EXERCISE DIRECTIONS.
Which of the lines below hold "Route"? Please return each one.

== SOURCE INFORMATION

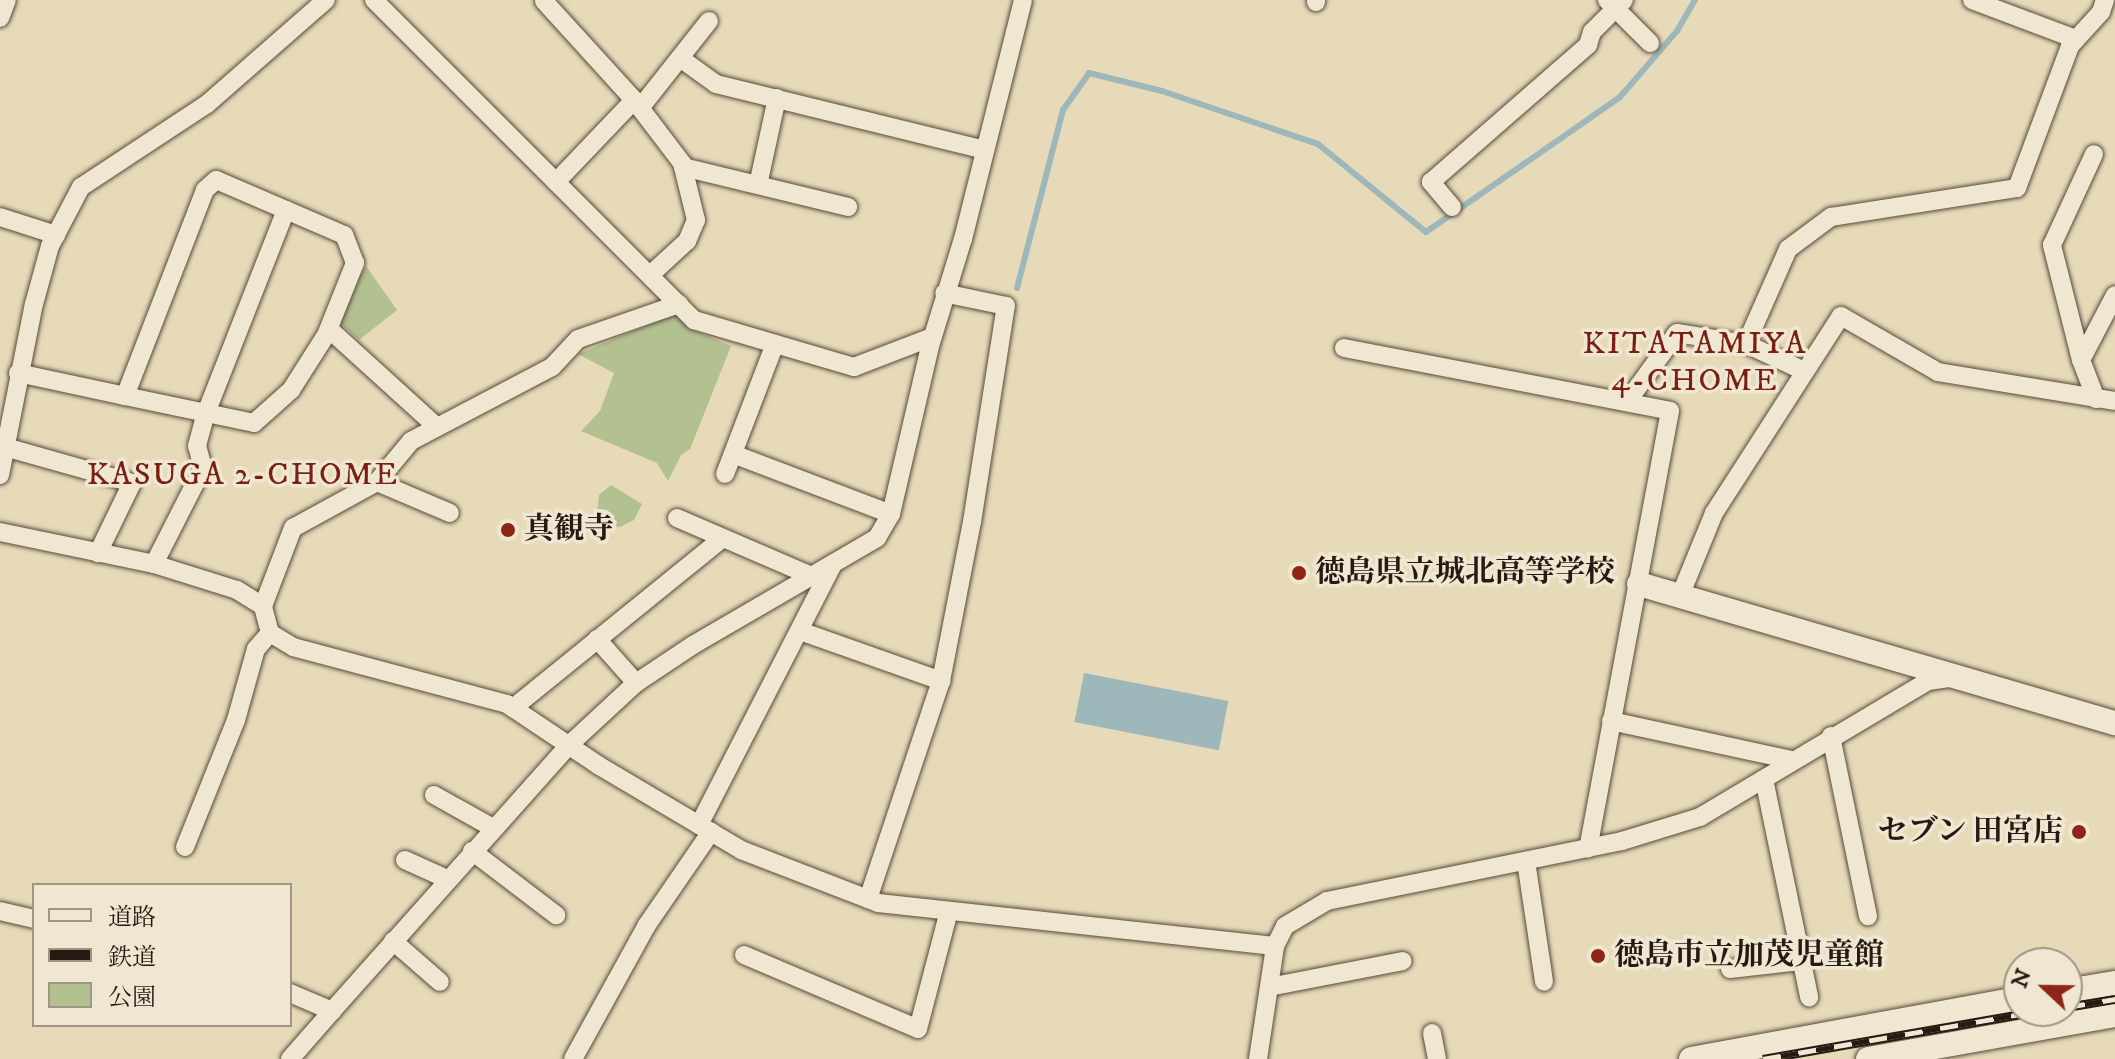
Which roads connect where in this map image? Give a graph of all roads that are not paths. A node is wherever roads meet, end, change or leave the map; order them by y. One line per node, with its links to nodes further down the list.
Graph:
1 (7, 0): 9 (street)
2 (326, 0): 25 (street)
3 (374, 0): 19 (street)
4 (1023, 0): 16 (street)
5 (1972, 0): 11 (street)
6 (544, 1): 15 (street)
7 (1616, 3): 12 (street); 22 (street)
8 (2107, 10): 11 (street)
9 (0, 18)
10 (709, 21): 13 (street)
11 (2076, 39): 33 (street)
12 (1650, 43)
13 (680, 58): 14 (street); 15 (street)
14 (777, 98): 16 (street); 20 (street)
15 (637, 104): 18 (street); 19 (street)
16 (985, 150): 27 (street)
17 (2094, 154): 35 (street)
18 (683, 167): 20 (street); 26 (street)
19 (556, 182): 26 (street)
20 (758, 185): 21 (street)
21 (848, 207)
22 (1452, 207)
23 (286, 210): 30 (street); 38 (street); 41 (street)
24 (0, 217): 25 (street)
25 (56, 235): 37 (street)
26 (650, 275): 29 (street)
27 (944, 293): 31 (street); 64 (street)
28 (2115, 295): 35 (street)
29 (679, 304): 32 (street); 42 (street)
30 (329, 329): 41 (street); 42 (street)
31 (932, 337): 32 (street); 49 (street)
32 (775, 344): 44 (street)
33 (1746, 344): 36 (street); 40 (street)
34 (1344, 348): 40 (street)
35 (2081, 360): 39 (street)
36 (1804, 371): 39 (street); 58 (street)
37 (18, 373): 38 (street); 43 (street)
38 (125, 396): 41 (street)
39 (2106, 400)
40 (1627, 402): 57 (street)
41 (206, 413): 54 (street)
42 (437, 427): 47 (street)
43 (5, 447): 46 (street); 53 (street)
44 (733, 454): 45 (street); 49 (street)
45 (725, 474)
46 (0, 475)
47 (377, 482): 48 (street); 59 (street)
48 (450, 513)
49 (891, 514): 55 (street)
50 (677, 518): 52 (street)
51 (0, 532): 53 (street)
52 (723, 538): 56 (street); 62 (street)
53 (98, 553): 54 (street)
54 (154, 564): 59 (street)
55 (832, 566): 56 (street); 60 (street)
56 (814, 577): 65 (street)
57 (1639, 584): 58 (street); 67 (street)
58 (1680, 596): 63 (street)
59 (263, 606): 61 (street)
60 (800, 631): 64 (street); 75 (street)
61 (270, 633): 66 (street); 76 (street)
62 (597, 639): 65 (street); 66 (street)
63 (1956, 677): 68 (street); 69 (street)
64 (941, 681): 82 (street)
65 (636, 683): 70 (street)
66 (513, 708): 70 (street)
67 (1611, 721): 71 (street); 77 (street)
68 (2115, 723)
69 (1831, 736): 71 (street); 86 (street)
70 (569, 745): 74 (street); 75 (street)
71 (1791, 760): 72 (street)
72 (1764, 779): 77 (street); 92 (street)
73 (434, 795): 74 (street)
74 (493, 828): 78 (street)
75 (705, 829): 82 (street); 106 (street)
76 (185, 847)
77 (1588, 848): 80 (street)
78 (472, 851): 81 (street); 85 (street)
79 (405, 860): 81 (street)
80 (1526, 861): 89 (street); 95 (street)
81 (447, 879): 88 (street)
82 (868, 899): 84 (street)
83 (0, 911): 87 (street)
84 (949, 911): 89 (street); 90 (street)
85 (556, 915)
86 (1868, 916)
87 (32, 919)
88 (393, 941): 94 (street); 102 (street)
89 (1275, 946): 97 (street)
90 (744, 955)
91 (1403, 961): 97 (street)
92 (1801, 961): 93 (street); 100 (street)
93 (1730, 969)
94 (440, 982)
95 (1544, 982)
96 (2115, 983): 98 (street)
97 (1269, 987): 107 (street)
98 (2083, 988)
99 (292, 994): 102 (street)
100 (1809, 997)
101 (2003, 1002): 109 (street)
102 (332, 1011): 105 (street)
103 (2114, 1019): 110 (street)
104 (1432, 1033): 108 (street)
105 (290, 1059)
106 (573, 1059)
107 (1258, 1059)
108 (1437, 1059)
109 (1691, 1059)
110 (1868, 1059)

====
== SOURCE INFORMATION

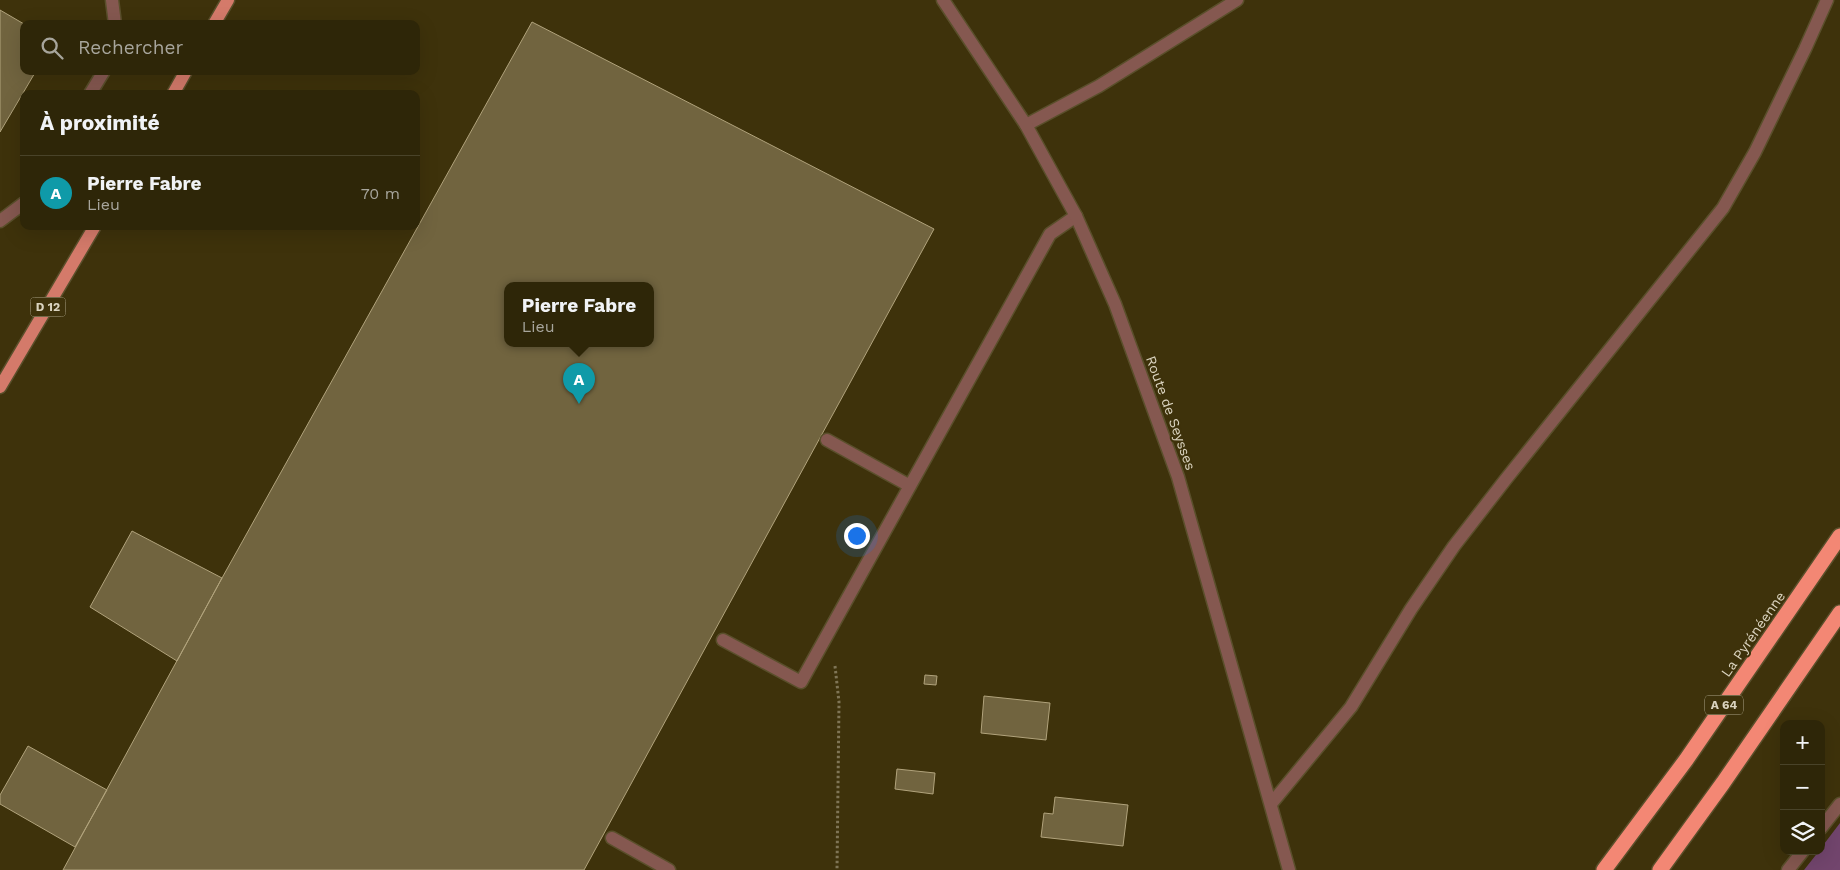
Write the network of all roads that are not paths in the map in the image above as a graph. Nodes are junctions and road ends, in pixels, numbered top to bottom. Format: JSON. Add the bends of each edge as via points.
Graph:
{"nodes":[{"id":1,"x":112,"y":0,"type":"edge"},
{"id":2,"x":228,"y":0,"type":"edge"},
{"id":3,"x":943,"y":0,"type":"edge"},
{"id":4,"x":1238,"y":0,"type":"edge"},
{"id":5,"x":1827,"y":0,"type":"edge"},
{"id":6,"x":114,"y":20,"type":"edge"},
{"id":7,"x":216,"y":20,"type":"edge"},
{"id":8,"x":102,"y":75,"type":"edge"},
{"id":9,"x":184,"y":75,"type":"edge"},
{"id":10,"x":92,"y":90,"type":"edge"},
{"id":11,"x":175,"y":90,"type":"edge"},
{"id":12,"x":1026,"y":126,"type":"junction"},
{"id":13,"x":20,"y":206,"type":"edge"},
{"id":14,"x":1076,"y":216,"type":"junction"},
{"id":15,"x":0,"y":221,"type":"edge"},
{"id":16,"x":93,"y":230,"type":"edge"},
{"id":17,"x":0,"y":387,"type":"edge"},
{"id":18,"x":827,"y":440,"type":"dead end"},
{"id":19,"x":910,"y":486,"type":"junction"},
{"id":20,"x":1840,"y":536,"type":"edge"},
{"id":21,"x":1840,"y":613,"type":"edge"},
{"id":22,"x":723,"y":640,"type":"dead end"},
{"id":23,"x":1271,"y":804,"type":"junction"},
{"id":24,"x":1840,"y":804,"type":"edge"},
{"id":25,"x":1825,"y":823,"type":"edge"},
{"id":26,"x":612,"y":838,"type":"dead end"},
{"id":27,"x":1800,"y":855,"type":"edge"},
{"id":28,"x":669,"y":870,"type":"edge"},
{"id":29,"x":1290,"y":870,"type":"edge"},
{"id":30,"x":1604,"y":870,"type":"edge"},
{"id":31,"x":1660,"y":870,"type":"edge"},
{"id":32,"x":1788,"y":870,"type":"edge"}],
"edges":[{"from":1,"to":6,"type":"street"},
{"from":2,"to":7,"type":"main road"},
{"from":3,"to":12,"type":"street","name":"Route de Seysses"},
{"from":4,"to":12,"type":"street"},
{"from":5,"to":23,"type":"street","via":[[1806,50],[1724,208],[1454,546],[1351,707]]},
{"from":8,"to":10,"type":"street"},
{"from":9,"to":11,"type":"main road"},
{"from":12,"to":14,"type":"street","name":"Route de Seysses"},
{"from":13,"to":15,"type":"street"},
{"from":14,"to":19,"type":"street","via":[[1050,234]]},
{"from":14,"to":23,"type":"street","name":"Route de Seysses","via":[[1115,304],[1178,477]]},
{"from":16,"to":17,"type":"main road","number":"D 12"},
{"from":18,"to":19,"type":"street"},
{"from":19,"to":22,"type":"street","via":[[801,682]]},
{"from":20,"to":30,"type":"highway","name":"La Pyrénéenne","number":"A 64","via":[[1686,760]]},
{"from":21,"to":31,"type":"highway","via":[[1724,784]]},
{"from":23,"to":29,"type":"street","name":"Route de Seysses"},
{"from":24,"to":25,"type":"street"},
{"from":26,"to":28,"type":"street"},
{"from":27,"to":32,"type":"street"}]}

====

RESULT FOR THIS TASK.
{"from":3,"to":12,"type":"street","name":"Route de Seysses"},
{"from":12,"to":14,"type":"street","name":"Route de Seysses"},
{"from":14,"to":23,"type":"street","name":"Route de Seysses","via":[[1115,304],[1178,477]]},
{"from":23,"to":29,"type":"street","name":"Route de Seysses"},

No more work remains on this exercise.